Based on an ongoing review of the Palomar pipeline project, and continuing interest expressed by this shipper, and other potential shippers, PGH determined that the Palomar project was still viable, especially the east segment.  As of May 1, 2009, Palomar has binding precedent agreements with two shippers, our own utility and this other shipper, which represents a majority of the current design capacity on the pipeline.  We will continue to manage project risks, evaluate project costs and assess the fair value of our investment on a quarterly basis, including a valuation of the available credit support.  Further, during 2009 and 2010, PGH will continue to evaluate market conditions and project status to determine if and when to proceed with construction of all or some portion of the project. See Part I, Item 1A., "Risk Factors," in the 2008 Form 10-K.    
 
Financing Activities
 
Cash used in financing activities in the first three months of 2009 totaled $109.4 million, up from $96.5 million cash used in the same period of 2008.  Our short-term debt balances decreased by $172.3 million in the first three months of 2009 compared to a decrease of $88.5 million in 2008.   In March 2009, we issued $75 million of MTNs at 5.37 percent, the proceeds of which were primarily used to reduce short-term debt balances.  No shares were purchased under our common stock repurchase program, and no long-term debt was redeemed in the three months ended March 31, 2009 and 2008.
 
Pension Funding Status
 
We make contributions to our qualified defined benefit pension plans based on actuarial assumptions and estimates, tax regulations and funding requirements under federal law.
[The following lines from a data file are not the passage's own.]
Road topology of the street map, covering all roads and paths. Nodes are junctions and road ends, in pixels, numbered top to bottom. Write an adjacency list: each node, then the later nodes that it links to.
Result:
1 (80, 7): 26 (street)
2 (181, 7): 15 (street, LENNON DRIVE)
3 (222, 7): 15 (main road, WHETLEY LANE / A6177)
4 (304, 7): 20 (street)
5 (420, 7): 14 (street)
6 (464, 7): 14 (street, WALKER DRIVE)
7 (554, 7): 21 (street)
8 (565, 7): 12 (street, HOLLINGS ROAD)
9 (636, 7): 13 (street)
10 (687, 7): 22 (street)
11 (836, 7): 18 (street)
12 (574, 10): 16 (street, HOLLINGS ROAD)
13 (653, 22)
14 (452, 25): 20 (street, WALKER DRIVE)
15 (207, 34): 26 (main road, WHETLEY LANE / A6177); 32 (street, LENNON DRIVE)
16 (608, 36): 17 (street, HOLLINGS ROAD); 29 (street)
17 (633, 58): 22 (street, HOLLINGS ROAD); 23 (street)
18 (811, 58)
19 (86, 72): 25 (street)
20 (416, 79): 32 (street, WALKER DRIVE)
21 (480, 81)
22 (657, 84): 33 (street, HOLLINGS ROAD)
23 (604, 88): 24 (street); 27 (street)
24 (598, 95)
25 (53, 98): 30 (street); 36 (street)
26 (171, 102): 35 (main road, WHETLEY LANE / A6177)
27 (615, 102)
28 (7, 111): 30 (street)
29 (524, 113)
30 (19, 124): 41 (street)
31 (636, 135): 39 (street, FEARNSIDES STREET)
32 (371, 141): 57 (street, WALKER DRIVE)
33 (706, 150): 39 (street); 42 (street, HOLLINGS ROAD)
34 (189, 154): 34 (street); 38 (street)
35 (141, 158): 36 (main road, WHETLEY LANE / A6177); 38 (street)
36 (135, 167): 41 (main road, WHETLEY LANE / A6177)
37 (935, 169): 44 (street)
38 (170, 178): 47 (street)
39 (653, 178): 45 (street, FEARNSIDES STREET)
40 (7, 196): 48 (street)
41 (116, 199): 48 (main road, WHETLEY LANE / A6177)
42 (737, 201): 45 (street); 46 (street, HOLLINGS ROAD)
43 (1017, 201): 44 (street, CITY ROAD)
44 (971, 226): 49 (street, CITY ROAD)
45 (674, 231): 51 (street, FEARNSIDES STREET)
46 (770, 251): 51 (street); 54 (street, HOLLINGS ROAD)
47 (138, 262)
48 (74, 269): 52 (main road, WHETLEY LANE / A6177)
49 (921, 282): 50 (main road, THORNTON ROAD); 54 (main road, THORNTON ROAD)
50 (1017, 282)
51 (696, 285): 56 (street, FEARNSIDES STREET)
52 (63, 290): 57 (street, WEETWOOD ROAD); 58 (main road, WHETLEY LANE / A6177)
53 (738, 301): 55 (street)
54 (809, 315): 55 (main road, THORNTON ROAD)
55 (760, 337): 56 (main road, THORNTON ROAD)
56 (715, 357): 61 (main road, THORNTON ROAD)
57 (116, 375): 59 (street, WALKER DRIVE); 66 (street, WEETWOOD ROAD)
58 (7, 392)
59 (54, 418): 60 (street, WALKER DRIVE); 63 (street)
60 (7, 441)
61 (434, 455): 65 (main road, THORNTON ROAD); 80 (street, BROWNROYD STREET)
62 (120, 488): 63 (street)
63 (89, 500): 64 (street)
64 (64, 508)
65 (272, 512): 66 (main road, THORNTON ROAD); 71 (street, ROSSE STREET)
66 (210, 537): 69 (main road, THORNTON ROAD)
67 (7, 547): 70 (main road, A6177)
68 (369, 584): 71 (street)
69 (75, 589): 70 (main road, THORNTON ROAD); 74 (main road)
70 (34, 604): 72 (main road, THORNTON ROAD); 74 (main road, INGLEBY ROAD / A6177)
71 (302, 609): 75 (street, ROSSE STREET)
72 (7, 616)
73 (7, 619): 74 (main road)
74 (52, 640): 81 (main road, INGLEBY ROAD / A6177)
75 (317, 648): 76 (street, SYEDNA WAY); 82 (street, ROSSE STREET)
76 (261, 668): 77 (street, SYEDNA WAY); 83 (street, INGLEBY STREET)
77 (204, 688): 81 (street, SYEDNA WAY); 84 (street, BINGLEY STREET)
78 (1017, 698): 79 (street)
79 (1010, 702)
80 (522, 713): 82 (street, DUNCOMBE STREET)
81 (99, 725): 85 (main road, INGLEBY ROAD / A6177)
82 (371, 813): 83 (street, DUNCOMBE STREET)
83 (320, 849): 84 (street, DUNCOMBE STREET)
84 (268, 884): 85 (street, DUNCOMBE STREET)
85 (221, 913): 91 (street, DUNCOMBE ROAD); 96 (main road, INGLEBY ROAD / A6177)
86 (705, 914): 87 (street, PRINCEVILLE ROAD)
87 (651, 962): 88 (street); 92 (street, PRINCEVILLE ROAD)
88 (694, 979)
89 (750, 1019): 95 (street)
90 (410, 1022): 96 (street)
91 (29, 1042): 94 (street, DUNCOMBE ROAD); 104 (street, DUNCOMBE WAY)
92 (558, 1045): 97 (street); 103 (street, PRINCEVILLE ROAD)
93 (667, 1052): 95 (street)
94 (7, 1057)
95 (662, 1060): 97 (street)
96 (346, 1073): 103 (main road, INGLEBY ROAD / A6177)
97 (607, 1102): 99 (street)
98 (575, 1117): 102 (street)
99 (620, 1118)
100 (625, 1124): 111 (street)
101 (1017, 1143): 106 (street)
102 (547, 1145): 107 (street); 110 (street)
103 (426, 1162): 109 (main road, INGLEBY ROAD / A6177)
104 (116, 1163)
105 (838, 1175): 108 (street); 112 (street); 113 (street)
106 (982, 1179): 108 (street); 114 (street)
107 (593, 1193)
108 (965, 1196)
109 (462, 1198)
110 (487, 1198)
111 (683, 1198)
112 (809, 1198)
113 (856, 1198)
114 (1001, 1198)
The Pension Protection Act of 2006 (the Act) established new funding requirements for defined benefit plans.  The Act establishes a 100 percent funding target for plan years beginning after December 31, 2008.  Our qualified defined benefit pension plans were underfunded by $98.4 million at December 31, 2008.  Our minimum contribution requirement during 2009 is estimated to be $17 million to avoid any restrictions on benefit payments. In April 2009, we contributed $25 million.  We have no further funding requirements for our qualified plans in 2009, but we may make additional contributions later this year that could bring our total contributions in 2009 up to $40 million.  For more information on the funding status of our qualified retirement plans and other postretirement benefits, see Note 7, and Part II, Item 7., “Financial Condition—Pension Cost and Funding Status of Qualified Retirement Plans,” and Part II, Item 8., Note 7, “Pension and Other Postretirement Benefits,” in the 2008 Form 10-K.
 
We also contribute to a multiemployer pension plan pursuant to our collective bargaining agreement.  Our total contribution to the Western States Plan in 2008 amounted to $0.4 million.  See Note 7 for further discussion.
 
                Ratios of Earnings to Fixed Charges
 
For the three and twelve months ended March 31, 2009 and the twelve months ended December 31, 2008, our ratios of earnings to fixed charges, computed using the Securities and Exchange Commission method, were 8.74, 3.96 and 3.76, respectively. For this purpose, earnings consist of net income before taxes plus fixed charges, and fixed charges consist of interest on all indebtedness, the amortization of debt expense and discount or premium and the estimated interest portion of rentals charged to income.  Because a significant part of our business is of a seasonal nature, the ratios for the interim periods are not necessarily indicative of the results for a full year.
 
Contingent Liabilities
 
Loss contingencies are recorded as liabilities when it is probable that a liability has been incurred and the amount of the loss is reasonably estimable in accordance with SFAS No. 5, “Accounting for Contingencies” (see Part II, Item 7., “Application of Critical Accounting Policies and Estimates,” in the 2008 Form 10-K).  At March 31, 2009, we had a regulatory asset of $67.8 million for environmental costs, which includes $32.0 million of total paid expenditures to date, $29.0 million for additional environmental costs expected to be paid in the future and accrued interest of $6.8 million.  If it is determined that both the insurance recovery and future customer rate recovery of such costs are not probable, then the costs will be charged to expense in the period such determination is made.  For further discussion of contingent liabilities, see Note 11.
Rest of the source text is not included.